Dataset records
=-=-=-=-=
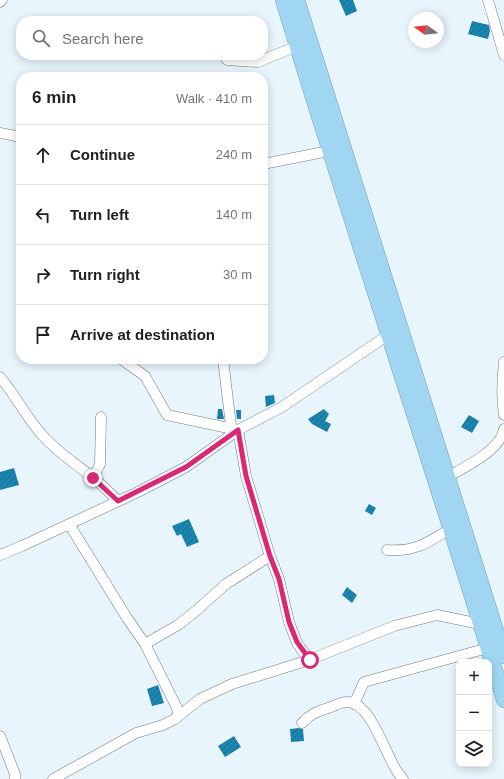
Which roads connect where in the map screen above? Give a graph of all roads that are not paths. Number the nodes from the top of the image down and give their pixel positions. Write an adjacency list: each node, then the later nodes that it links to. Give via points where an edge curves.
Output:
1 (283, 0): 4 (highway)
2 (297, 0): 22 (highway)
3 (488, 0): 5 (street)
4 (297, 46): 6 (street); 11 (highway)
5 (504, 53)
6 (268, 58)
7 (227, 60): 8 (street)
8 (263, 60)
9 (0, 133): 10 (street)
10 (16, 135)
11 (329, 151): 12 (street); 13 (highway)
12 (268, 163)
13 (388, 335): 21 (street, via 282,407); 26 (highway)
14 (504, 362): 18 (street)
15 (128, 364): 21 (street, via 145,376 167,415)
16 (224, 364): 21 (street)
17 (0, 377): 23 (street, via 44,438)
18 (504, 415)
19 (101, 417): 23 (street, via 100,464)
20 (504, 429): 22 (street, via 496,444 474,463)
21 (234, 431): 24 (street, via 186,467); 29 (street)
22 (447, 477): 30 (highway)
23 (93, 478): 24 (street)
24 (118, 501): 25 (street)
25 (69, 524): 28 (street); 33 (street)
26 (450, 528): 27 (street, via 429,542 412,549); 32 (highway)
27 (387, 550)
28 (0, 555)
29 (270, 556): 33 (street, via 226,584 178,625); 36 (street, via 279,579 289,622 297,642)
30 (488, 606): 31 (highway); 35 (highway)
31 (504, 620)
32 (480, 624): 34 (highway); 36 (street, via 437,615 394,626)
33 (144, 644): 39 (street, via 177,708 178,714)
34 (488, 648): 37 (highway); 38 (street, via 364,682)
35 (504, 656)
36 (310, 660): 39 (street, via 232,684 200,699)
37 (504, 700)
38 (354, 704): 40 (street, via 346,702 337,705 310,715); 44 (street, via 368,715 394,768)
39 (175, 719): 43 (street, via 136,733)
40 (302, 723)
41 (0, 736): 42 (street)
42 (18, 777)
43 (53, 779)
44 (403, 779)

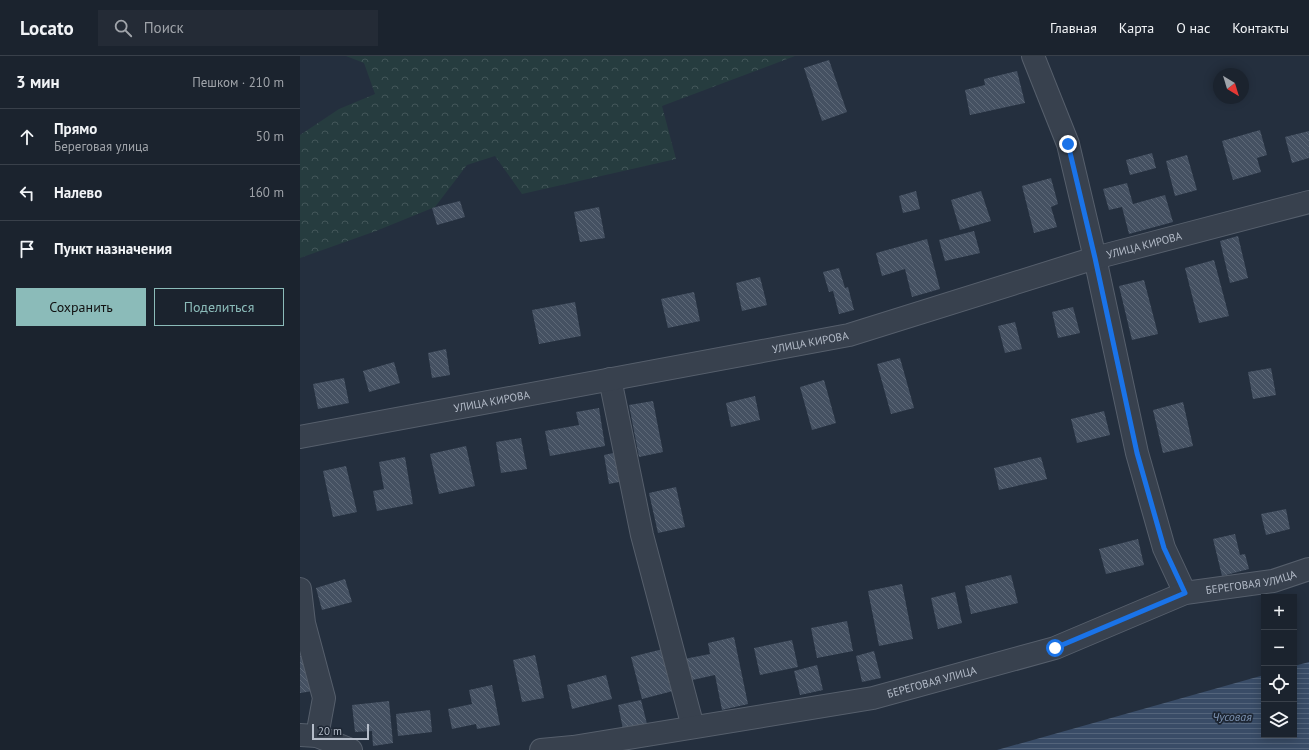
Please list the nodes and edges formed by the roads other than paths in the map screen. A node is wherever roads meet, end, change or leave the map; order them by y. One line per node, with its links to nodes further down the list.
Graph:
1 (1033, 56): 3 (street)
2 (1309, 202): 3 (street, УЛИЦА КИРОВА)
3 (1095, 258): 4 (street, УЛИЦА КИРОВА); 8 (street)
4 (610, 379): 5 (street, УЛИЦА КИРОВА); 9 (street)
5 (300, 437)
6 (1309, 569): 8 (street, БЕРЕГОВАЯ УЛИЦА)
7 (300, 589): 10 (street)
8 (1185, 593): 9 (street, БЕРЕГОВАЯ УЛИЦА)
9 (693, 727): 12 (street, БЕРЕГОВАЯ УЛИЦА)
10 (308, 736): 11 (street)
11 (350, 750)
12 (541, 750)

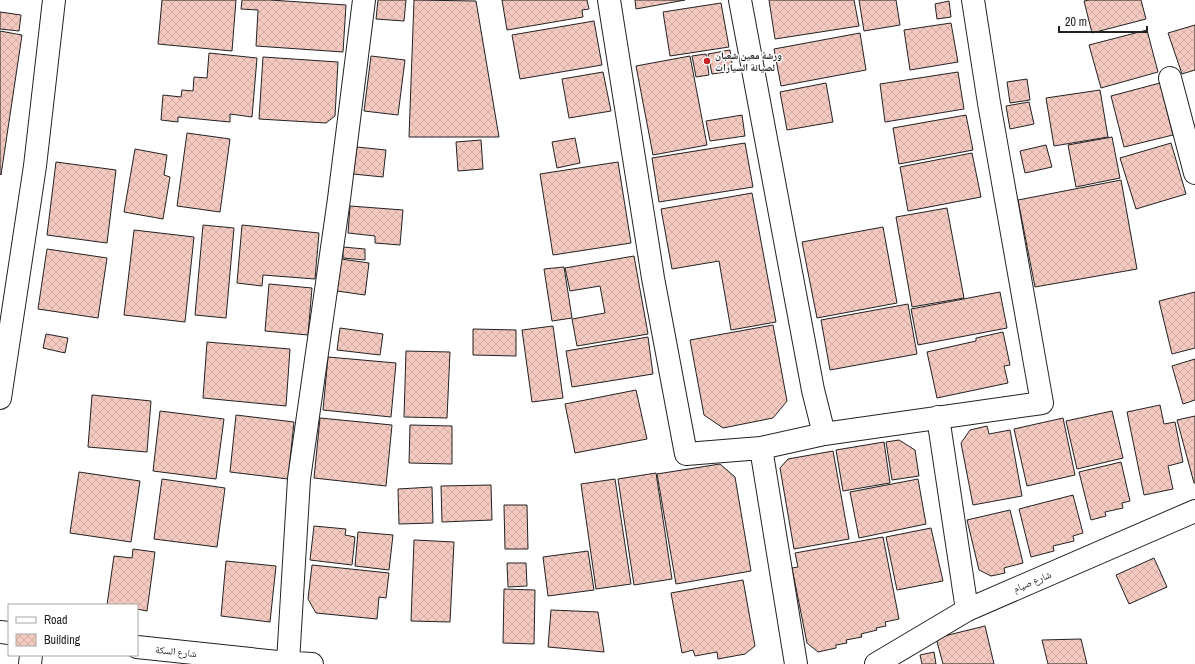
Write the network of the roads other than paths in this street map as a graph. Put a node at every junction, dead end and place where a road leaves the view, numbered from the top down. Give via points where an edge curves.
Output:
1 (54, 0) edge
2 (364, 0) edge
3 (609, 0) edge
4 (740, 0) edge
5 (973, 0) edge
6 (1170, 78) dead end
7 (1195, 173) edge
8 (0, 398) edge
9 (938, 417) junction
10 (824, 434) junction
11 (761, 448) junction
12 (1195, 511) edge
13 (967, 610) junction
14 (138, 647) edge
15 (288, 662) junction
16 (312, 664) edge
17 (796, 664) edge
18 (876, 664) edge

1 - 8 street via 35,166
2 - 15 street via 299,479
3 - 11 street via 653,278 686,454
4 - 10 street via 806,352
5 - 9 street via 1042,402
6 - 7 street
9 - 10 street
9 - 13 street
10 - 11 street
11 - 17 street
12 - 13 street, شارع صيام
13 - 18 street, شارع صيام
14 - 15 street, شارع السكة
15 - 16 street, شارع السكة

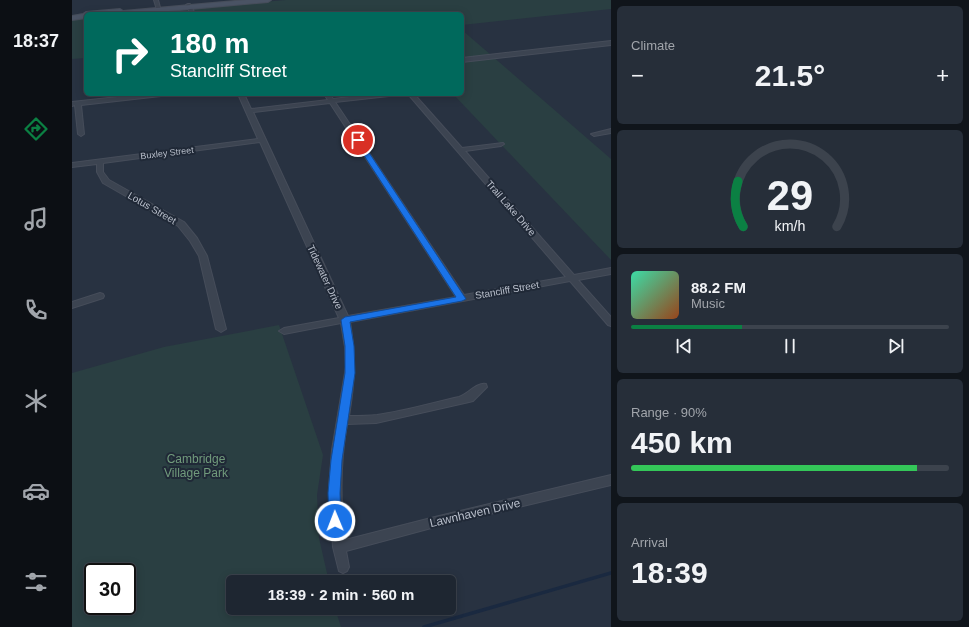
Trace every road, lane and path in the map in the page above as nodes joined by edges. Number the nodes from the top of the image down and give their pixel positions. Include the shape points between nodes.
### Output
1 (156, 0) edge
2 (242, 0) edge
3 (268, 0) edge
4 (189, 6) junction
5 (158, 9) junction
6 (122, 12) edge
7 (131, 12) edge
8 (192, 12) edge
9 (84, 15) edge
10 (72, 16) edge
11 (611, 43) edge
12 (464, 60) edge
13 (144, 96) edge
14 (242, 96) edge
15 (328, 96) edge
16 (373, 96) edge
17 (413, 96) edge
18 (332, 101) junction
19 (75, 104) edge
20 (249, 111) junction
21 (611, 131) edge
22 (81, 134) dead end
23 (594, 134) dead end
24 (262, 140) junction
25 (501, 144) dead end
26 (460, 150) junction
27 (100, 161) junction
28 (72, 165) edge
29 (611, 271) edge
30 (572, 278) junction
31 (100, 296) dead end
32 (462, 299) junction
33 (72, 306) edge
34 (345, 320) junction
35 (611, 323) edge
36 (221, 329) dead end
37 (284, 331) dead end
38 (482, 387) dead end
39 (343, 420) junction
40 (611, 480) edge
41 (339, 547) junction
42 (343, 567) dead end

1 - 5 street
2 - 4 main road
3 - 4 main road
4 - 5 main road
4 - 8 street
5 - 6 main road
5 - 7 main road
9 - 10 main road
11 - 12 street
13 - 19 street
14 - 20 street, Tidewater Drive
15 - 18 street
16 - 18 street
17 - 26 street, Trail Lake Drive
18 - 20 street
18 - 32 street
19 - 22 street
20 - 24 street, Tidewater Drive
21 - 23 street
24 - 27 street, Buxley Street
24 - 34 street, Tidewater Drive
25 - 26 street
26 - 30 street, Trail Lake Drive
27 - 28 street, Buxley Street
27 - 36 street, Lotus Street via 100,172 106,181 181,224 194,240 203,256
29 - 30 street, Stancliff Street
30 - 32 street, Stancliff Street
30 - 35 street, Trail Lake Drive
31 - 33 street
32 - 34 street, Stancliff Street
34 - 37 street, Stancliff Street
34 - 39 street, Tidewater Drive via 350,373
38 - 39 street via 469,398 404,414 376,419
39 - 41 street, Tidewater Drive via 336,460 334,493
40 - 41 street, Lawnhaven Drive
41 - 42 street, Tidewater Drive

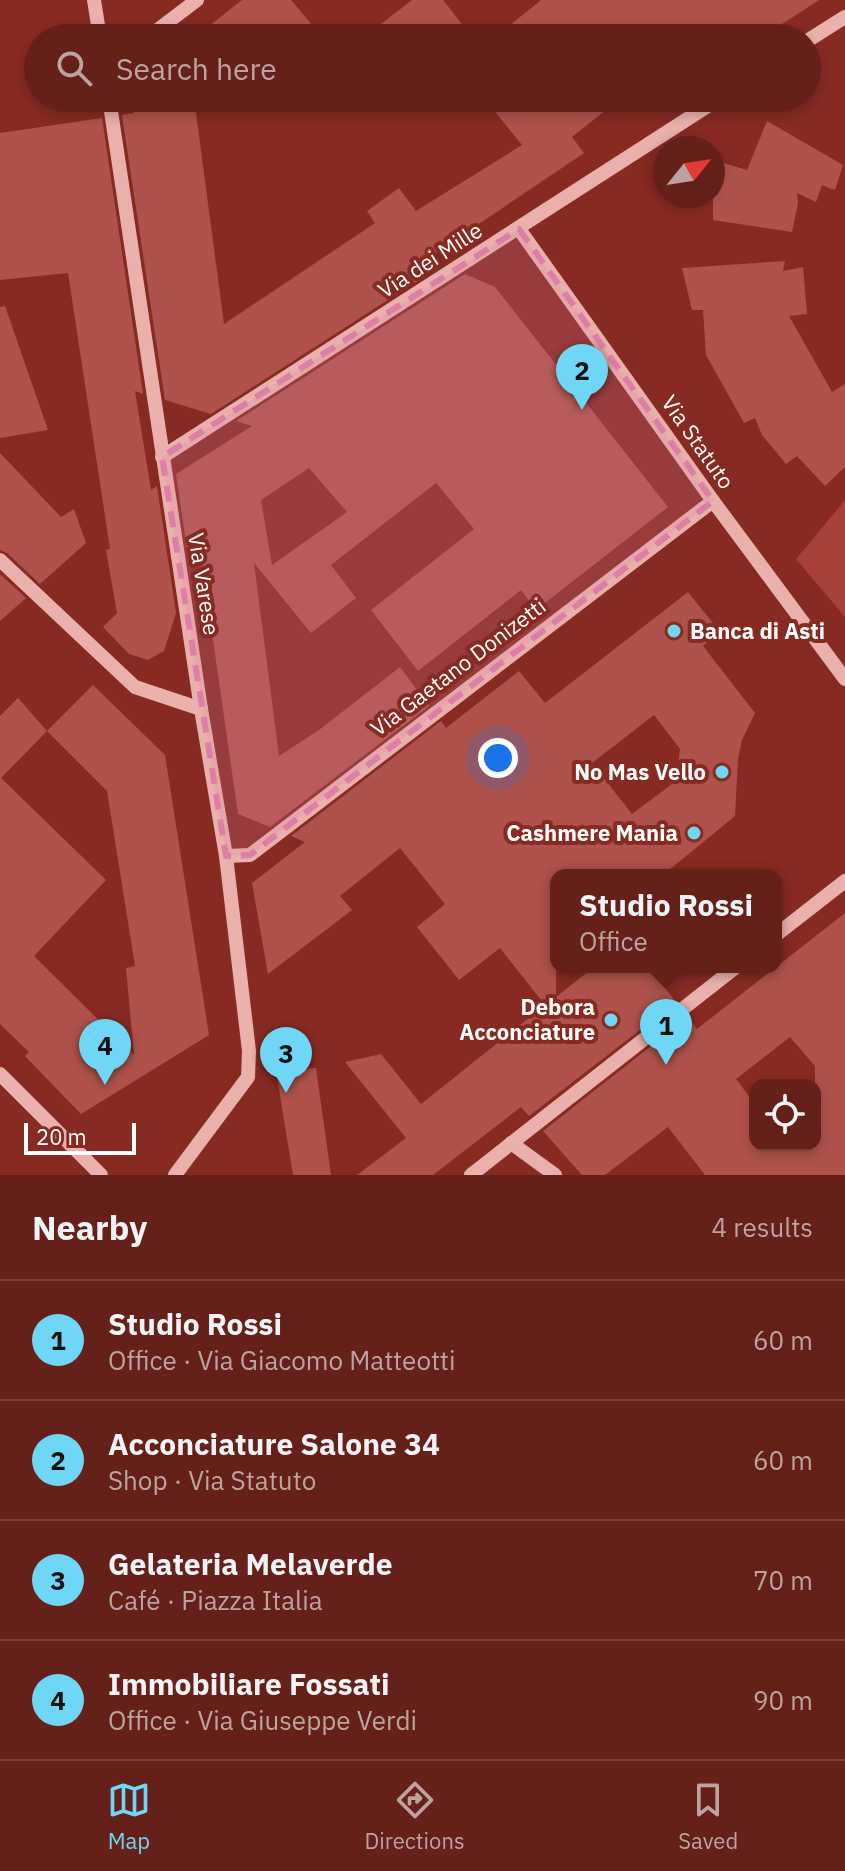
=-=-=-=-=
▶ **Work order**
All records should be output exactly, with the pictures left out.

▶ **Result of this task**
Which roads connect where in the map screen above? Give a graph of all roads that are not paths. Number the nodes from the top of the image down and give their pixel positions. Write an adjacency list: each node, then the later nodes that it links to. Give via points where an edge curves.
Output:
1 (283, 0): 4 (highway)
2 (297, 0): 22 (highway)
3 (488, 0): 5 (street)
4 (297, 46): 6 (street); 11 (highway)
5 (504, 53)
6 (268, 58)
7 (227, 60): 8 (street)
8 (263, 60)
9 (0, 133): 10 (street)
10 (16, 135)
11 (329, 151): 12 (street); 13 (highway)
12 (268, 163)
13 (388, 335): 21 (street, via 282,407); 26 (highway)
14 (504, 362): 18 (street)
15 (128, 364): 21 (street, via 145,376 167,415)
16 (224, 364): 21 (street)
17 (0, 377): 23 (street, via 44,438)
18 (504, 415)
19 (101, 417): 23 (street, via 100,464)
20 (504, 429): 22 (street, via 496,444 474,463)
21 (234, 431): 24 (street, via 186,467); 29 (street)
22 (447, 477): 30 (highway)
23 (93, 478): 24 (street)
24 (118, 501): 25 (street)
25 (69, 524): 28 (street); 33 (street)
26 (450, 528): 27 (street, via 429,542 412,549); 32 (highway)
27 (387, 550)
28 (0, 555)
29 (270, 556): 33 (street, via 226,584 178,625); 36 (street, via 279,579 289,622 297,642)
30 (488, 606): 31 (highway); 35 (highway)
31 (504, 620)
32 (480, 624): 34 (highway); 36 (street, via 437,615 394,626)
33 (144, 644): 39 (street, via 177,708 178,714)
34 (488, 648): 37 (highway); 38 (street, via 364,682)
35 (504, 656)
36 (310, 660): 39 (street, via 232,684 200,699)
37 (504, 700)
38 (354, 704): 40 (street, via 346,702 337,705 310,715); 44 (street, via 368,715 394,768)
39 (175, 719): 43 (street, via 136,733)
40 (302, 723)
41 (0, 736): 42 (street)
42 (18, 777)
43 (53, 779)
44 (403, 779)

Please list the nodes and edges formed by the roads other than paths in the map screen. A node is wherever roads meet, end, change or leave the map; order them by y. One line per node, with its links to nodes further down the list.
Graph:
1 (1033, 56): 3 (street)
2 (1309, 202): 3 (street, УЛИЦА КИРОВА)
3 (1095, 258): 4 (street, УЛИЦА КИРОВА); 8 (street)
4 (610, 379): 5 (street, УЛИЦА КИРОВА); 9 (street)
5 (300, 437)
6 (1309, 569): 8 (street, БЕРЕГОВАЯ УЛИЦА)
7 (300, 589): 10 (street)
8 (1185, 593): 9 (street, БЕРЕГОВАЯ УЛИЦА)
9 (693, 727): 12 (street, БЕРЕГОВАЯ УЛИЦА)
10 (308, 736): 11 (street)
11 (350, 750)
12 (541, 750)

Write the network of the roads other than paths in this street map as a graph. Put a node at every junction, dead end and place where a road leaves the view, numbered from the top down. Give via points where an edge curves.
Output:
1 (54, 0) edge
2 (364, 0) edge
3 (609, 0) edge
4 (740, 0) edge
5 (973, 0) edge
6 (1170, 78) dead end
7 (1195, 173) edge
8 (0, 398) edge
9 (938, 417) junction
10 (824, 434) junction
11 (761, 448) junction
12 (1195, 511) edge
13 (967, 610) junction
14 (138, 647) edge
15 (288, 662) junction
16 (312, 664) edge
17 (796, 664) edge
18 (876, 664) edge

1 - 8 street via 35,166
2 - 15 street via 299,479
3 - 11 street via 653,278 686,454
4 - 10 street via 806,352
5 - 9 street via 1042,402
6 - 7 street
9 - 10 street
9 - 13 street
10 - 11 street
11 - 17 street
12 - 13 street, شارع صيام
13 - 18 street, شارع صيام
14 - 15 street, شارع السكة
15 - 16 street, شارع السكة

Trace every road, lane and path in the map in the page above as nodes joined by edges. Number the nodes from the top of the image down and give their pixel positions. Include the shape points between nodes.
### Output
1 (156, 0) edge
2 (242, 0) edge
3 (268, 0) edge
4 (189, 6) junction
5 (158, 9) junction
6 (122, 12) edge
7 (131, 12) edge
8 (192, 12) edge
9 (84, 15) edge
10 (72, 16) edge
11 (611, 43) edge
12 (464, 60) edge
13 (144, 96) edge
14 (242, 96) edge
15 (328, 96) edge
16 (373, 96) edge
17 (413, 96) edge
18 (332, 101) junction
19 (75, 104) edge
20 (249, 111) junction
21 (611, 131) edge
22 (81, 134) dead end
23 (594, 134) dead end
24 (262, 140) junction
25 (501, 144) dead end
26 (460, 150) junction
27 (100, 161) junction
28 (72, 165) edge
29 (611, 271) edge
30 (572, 278) junction
31 (100, 296) dead end
32 (462, 299) junction
33 (72, 306) edge
34 (345, 320) junction
35 (611, 323) edge
36 (221, 329) dead end
37 (284, 331) dead end
38 (482, 387) dead end
39 (343, 420) junction
40 (611, 480) edge
41 (339, 547) junction
42 (343, 567) dead end

1 - 5 street
2 - 4 main road
3 - 4 main road
4 - 5 main road
4 - 8 street
5 - 6 main road
5 - 7 main road
9 - 10 main road
11 - 12 street
13 - 19 street
14 - 20 street, Tidewater Drive
15 - 18 street
16 - 18 street
17 - 26 street, Trail Lake Drive
18 - 20 street
18 - 32 street
19 - 22 street
20 - 24 street, Tidewater Drive
21 - 23 street
24 - 27 street, Buxley Street
24 - 34 street, Tidewater Drive
25 - 26 street
26 - 30 street, Trail Lake Drive
27 - 28 street, Buxley Street
27 - 36 street, Lotus Street via 100,172 106,181 181,224 194,240 203,256
29 - 30 street, Stancliff Street
30 - 32 street, Stancliff Street
30 - 35 street, Trail Lake Drive
31 - 33 street
32 - 34 street, Stancliff Street
34 - 37 street, Stancliff Street
34 - 39 street, Tidewater Drive via 350,373
38 - 39 street via 469,398 404,414 376,419
39 - 41 street, Tidewater Drive via 336,460 334,493
40 - 41 street, Lawnhaven Drive
41 - 42 street, Tidewater Drive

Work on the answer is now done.